В современной исторической науке встречается определение мировой войны как войны «демократической». В «классической» и, быть может, наиболее полной форме эта концепций была изложена «прозревшим» экс-марксистом историком Франсуа Фюре в пространной работе, затмившей «смену парадигмы», осуществленную Каутским более 90 лет назад. В своей книге Фюре «разделался» с «ленинистским», «марксистским» нарративом, но, что еще более важно, при этом он разломал ту скрепу, которая в течение десятилетий связывала либерализм с «коммунизмом», несмотря на все существенные противоречия между ними. Он объединил консерватизм и либерализм под консервативными знаменами, противопоставив этот «единый фронт» угрозе «тоталитарных диктатур» (фашизма и коммунизма). Иначе говоря, историк заново сформулировал концепцию «двух лагерей», в результате чего современная история представлена им в качестве борьбы демократий и диктатур. Одним из использованных им для этого идеологических средств стало придание Первой мировой войне демократического характера. Политический и теоретический смысл такой концепции заключается в утверждении, что в ходе истории буржуазия стала жертвой «революционных страстей». «Нарратив» Фюре нацелен на отказ от «упрощенного» объяснения войны, исходящего от Гильфердинга, Розы Люксембург и Ленина. Вождь большевиков (а на самом деле для Фюре важен только он) выводил войну из капиталистической системы, то есть объяснял ее такими простыми, «примитивными» причинами, как погоня за прибылями и экстраприбылями, а также накопление капитала и борьба за передел рынков сбыта, которую вели монополии и великие державы. Конечно, если отложить в сторону «грубые упрощения» экономического подхода, то можно обойти и два основных вопроса: в чем настоящие причины разгоревшихся «страстей» и кто несет ответственность за войну? Фюре главным образом и в конечном итоге возлагает вину за войну на общественное мнение (в традиционной исторической науке народы считались жертвами войны). Фюре пишет, что, хотя в техническом смысле возникновение рокового конфликта «может быть отнесено на счет деятельности дипломатов, по существу оно может быть объяснено согласием народов, на которое рассчитывала публичная власть». Иначе говоря, тот «общественный консенсус», на который смогли опереться правительства воюющих держав, сложился как бы «сам по себе».[557]

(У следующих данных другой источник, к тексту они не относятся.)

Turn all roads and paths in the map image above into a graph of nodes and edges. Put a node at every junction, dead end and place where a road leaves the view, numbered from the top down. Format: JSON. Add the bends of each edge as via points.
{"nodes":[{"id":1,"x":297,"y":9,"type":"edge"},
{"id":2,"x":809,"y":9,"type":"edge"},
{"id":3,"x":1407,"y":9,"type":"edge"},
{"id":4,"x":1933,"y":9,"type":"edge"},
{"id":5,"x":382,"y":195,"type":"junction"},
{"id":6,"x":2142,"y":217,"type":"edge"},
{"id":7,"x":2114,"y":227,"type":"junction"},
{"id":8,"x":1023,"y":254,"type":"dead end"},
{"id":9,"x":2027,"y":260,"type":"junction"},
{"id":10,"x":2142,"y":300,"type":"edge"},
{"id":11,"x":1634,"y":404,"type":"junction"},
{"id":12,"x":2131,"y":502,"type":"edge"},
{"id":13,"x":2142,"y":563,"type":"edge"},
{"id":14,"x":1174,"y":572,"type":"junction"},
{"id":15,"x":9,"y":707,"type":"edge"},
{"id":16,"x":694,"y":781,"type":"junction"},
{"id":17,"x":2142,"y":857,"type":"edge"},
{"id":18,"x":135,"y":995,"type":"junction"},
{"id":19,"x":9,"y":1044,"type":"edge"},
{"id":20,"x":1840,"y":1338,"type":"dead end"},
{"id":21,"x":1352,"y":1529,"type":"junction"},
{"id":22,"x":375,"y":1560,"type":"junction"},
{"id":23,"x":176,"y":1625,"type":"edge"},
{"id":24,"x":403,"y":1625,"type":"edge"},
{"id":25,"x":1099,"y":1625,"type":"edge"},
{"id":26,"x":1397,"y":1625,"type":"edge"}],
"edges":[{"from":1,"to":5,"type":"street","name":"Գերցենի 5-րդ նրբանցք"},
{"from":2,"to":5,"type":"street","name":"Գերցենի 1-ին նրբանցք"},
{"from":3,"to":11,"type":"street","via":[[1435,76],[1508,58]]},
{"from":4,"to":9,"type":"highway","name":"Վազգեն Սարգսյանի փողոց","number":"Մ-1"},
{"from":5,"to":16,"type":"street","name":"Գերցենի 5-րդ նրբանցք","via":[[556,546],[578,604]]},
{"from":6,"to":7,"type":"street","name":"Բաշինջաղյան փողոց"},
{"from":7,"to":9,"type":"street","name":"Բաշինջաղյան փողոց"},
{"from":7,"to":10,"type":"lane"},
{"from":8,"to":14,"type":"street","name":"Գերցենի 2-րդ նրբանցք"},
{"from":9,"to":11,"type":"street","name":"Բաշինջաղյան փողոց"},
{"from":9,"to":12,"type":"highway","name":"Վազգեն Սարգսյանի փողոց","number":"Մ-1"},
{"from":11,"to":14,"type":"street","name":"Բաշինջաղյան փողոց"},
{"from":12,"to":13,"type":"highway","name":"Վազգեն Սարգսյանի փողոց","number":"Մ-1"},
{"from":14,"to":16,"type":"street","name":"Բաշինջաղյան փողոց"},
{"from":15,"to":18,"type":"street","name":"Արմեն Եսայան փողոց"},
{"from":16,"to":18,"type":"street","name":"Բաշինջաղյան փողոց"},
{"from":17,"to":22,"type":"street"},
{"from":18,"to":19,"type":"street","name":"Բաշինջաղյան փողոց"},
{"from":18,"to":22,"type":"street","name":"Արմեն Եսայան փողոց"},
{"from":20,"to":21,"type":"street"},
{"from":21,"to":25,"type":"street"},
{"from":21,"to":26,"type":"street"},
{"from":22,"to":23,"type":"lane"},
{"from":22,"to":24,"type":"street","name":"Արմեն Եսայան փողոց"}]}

«Открытие» «демократического» характера войны, конечно, связано не с именем Фюре. Как показал Ленин, с этим тезисом полемизировал еще Каутский. Ссылаясь на одну из статей Каутского, написанную еще в 1910 г., Ленин обратил внимание на «буржуазное толкование» войны, основной чертой которого была идеологическая «демократизация» вооруженного конфликта. Лозунг «защиты отечества» и миф о «демократической войне» являются взаимно дополняющими друг друга идеологическими объяснениями, которые, если воспользоваться ленинской терминологией, «служат оправданию грабительских целей». В связи с этим Ленин цитировал слова Каутского: «При войне между Германией и Англией под вопросом стоит не демократия, а мировое господство, т. е. эксплуатация мира. Это — не такой вопрос, при котором социал-демократы должны были бы стоять на стороне эксплуататоров своей нации. (“Neue Zeit”, 28. Jahrg., Bd. 2, S. 776)».[558]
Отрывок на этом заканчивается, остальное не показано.